I think I wrote and published well over a million words by now. Probably even more. Who knows? Who cares?
After all, the blank page that I have to fill right now with words doesn’t care about my previous articles, short stories, or novels. All it cares is that I transform its emptiness into something worth someone’s time.
This is what being creative means: to turn the white page, the blank canvas, the empty document into something by sheer power of will, which is, at times at least, quite a painful process.
And don’t believe anyone who tells you that being creative can be effortless. They are trying to sell you something, whether it’s an e-book or e-course.
After nine years as a full-time blogger, and sixteen as a writer, I can tell you that there’s no shortcut for hard work.
That’s why today I’m sharing with you nine tips that… well… I’m not even going to pretend these tips are going to make the process effortless, but they are going to give you a bit of clarity, which I found to be extremely useful, especially when you’d much rather bang your head against your keyboard than struggle to string words together in a coherent manner.
In case you’ve missed it, this year I’m designing, building, and launching a new project every month, using mostly no-code or low-code tools and platforms.
In January, I’ve launched blogsy, a hybrid built in WordPress and Adalo. It’s still a work in progress, as I doing a complete overhaul of the platform that allows you to submit blogs and articles.
As a sidenote, that’s what I’ve decided along the way, that I’d allow myself to blend and refine , going back and forth and changing a lot of things.
For instance, what I launched as The Art of Marketing in February has become The Toolbox, a curated list of hundreds of resources for bloggers, marketers, and content creators, while The Art of Marketing became its own blog.
This month’s project became irevuo, a platform dedicated to helping modern polymaths connect seemingly unrelated dots and apply knowledge acquired from various disciplines in their own lives or creative endeavors.
Both The Art of Marketing and irevuo are built on Ghost, and I believe this requires a bit of an explanation, because I’ve been building and launching blogs on WordPress since 2012.
When I was a kid, I thought I was destined for great things. I was born on Christmas Day, exactly one year after they shot Ceausescu, the only ruler of a Communist country to ever be executed. Now, in the same spot, they’re building a shopping mall.
Maybe because I was born when I was born, I don’t really listen to what other people tell me I should do. I never did.
I don’t like authority. I don’t like to follow rules.
I am not afraid of the consequences of not doing what I am told. I am not where I’d like to be in life because I don’t like most people. I have long suspected they don’t like me back.
I am a rebel without a cause, garnering a bit of applause here and there from those who read my stories.

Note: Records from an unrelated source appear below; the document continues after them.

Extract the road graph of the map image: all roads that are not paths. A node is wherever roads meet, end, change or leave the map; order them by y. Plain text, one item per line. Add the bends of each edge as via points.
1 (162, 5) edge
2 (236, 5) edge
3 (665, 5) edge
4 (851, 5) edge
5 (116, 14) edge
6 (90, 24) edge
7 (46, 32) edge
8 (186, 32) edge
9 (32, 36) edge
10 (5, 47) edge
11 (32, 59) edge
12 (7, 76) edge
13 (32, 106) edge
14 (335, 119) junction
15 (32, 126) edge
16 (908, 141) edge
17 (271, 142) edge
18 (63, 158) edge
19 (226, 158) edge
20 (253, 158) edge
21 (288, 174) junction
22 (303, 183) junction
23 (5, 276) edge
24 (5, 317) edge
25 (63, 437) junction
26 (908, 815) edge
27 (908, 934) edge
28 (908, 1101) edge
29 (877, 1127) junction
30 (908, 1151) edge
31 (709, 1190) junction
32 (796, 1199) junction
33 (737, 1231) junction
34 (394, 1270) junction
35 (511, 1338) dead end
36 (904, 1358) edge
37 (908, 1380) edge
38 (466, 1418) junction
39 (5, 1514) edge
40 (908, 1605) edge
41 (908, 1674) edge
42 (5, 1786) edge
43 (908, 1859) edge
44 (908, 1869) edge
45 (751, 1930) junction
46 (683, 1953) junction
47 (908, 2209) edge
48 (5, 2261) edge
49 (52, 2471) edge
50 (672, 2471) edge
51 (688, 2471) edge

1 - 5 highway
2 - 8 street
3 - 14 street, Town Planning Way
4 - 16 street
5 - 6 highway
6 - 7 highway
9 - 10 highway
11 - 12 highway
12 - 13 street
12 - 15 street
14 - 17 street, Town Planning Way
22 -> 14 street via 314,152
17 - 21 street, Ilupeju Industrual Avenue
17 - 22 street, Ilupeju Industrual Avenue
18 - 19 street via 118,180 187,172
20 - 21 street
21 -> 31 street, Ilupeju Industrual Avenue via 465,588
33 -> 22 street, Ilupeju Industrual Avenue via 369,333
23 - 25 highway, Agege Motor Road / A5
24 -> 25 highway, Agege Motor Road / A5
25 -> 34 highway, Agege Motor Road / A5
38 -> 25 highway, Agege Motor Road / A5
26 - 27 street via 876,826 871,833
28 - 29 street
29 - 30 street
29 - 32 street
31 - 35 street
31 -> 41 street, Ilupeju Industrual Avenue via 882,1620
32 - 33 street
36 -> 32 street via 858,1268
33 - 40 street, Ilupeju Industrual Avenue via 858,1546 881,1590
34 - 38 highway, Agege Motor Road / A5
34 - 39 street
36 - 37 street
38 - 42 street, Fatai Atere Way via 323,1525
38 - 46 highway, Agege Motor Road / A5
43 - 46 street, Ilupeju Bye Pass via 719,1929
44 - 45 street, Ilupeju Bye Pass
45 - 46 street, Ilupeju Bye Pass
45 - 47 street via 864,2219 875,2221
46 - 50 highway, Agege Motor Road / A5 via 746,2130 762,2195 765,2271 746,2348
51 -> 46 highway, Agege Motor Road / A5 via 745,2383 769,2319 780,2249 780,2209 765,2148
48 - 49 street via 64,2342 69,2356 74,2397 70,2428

“Courage is not the absence of fear but rather the judgment that something else is more important than fear.” — Ambrose Redmon
I began writing in my most vulnerable years. I was dumb and arrogant, as most teenagers seem to be, and I did my best to pour greatness into every sentence I wrote.
But I was also lying to myself, writing about what I didn’t know, pretending to know, and I got caught and people could see that I wasn’t willing to let them in — I was building this wall to protect my true self from anyone who would be searching for it behind my words. There was nothing that belonged to me in the stories I wrote.
There’s this poem by a Romanian poet, Mihai Eminescu. It’s called To My Critics, and the last verses go like this:
It is easy to write verses Out of nothing but the word.
“Dream the impossible dream and the world will not grind you under, it will lift you up. This is the trick. This is what all these teachers and philosophers who really counted, who really touched the alchemical gold, this is what they understood.” — Terrence McKenna
You are probably familiar with the saying, “Jack of all trades, master of none.”
We use it to justify the idea that one must focus on one thing, reach mastery, as this is the only way towards success and fulfillment.
As most simple truths in life, we use it because we don’t want to use precious mental energy in trying to understand the nuanced truths of success and mastery.
The nuanced point is that even the notorious specialists, such as Salvador Dali or Pablo Picasso, were masters of a multitude of skills and crafts, not the least of which is their charisma and their ability to market themselves.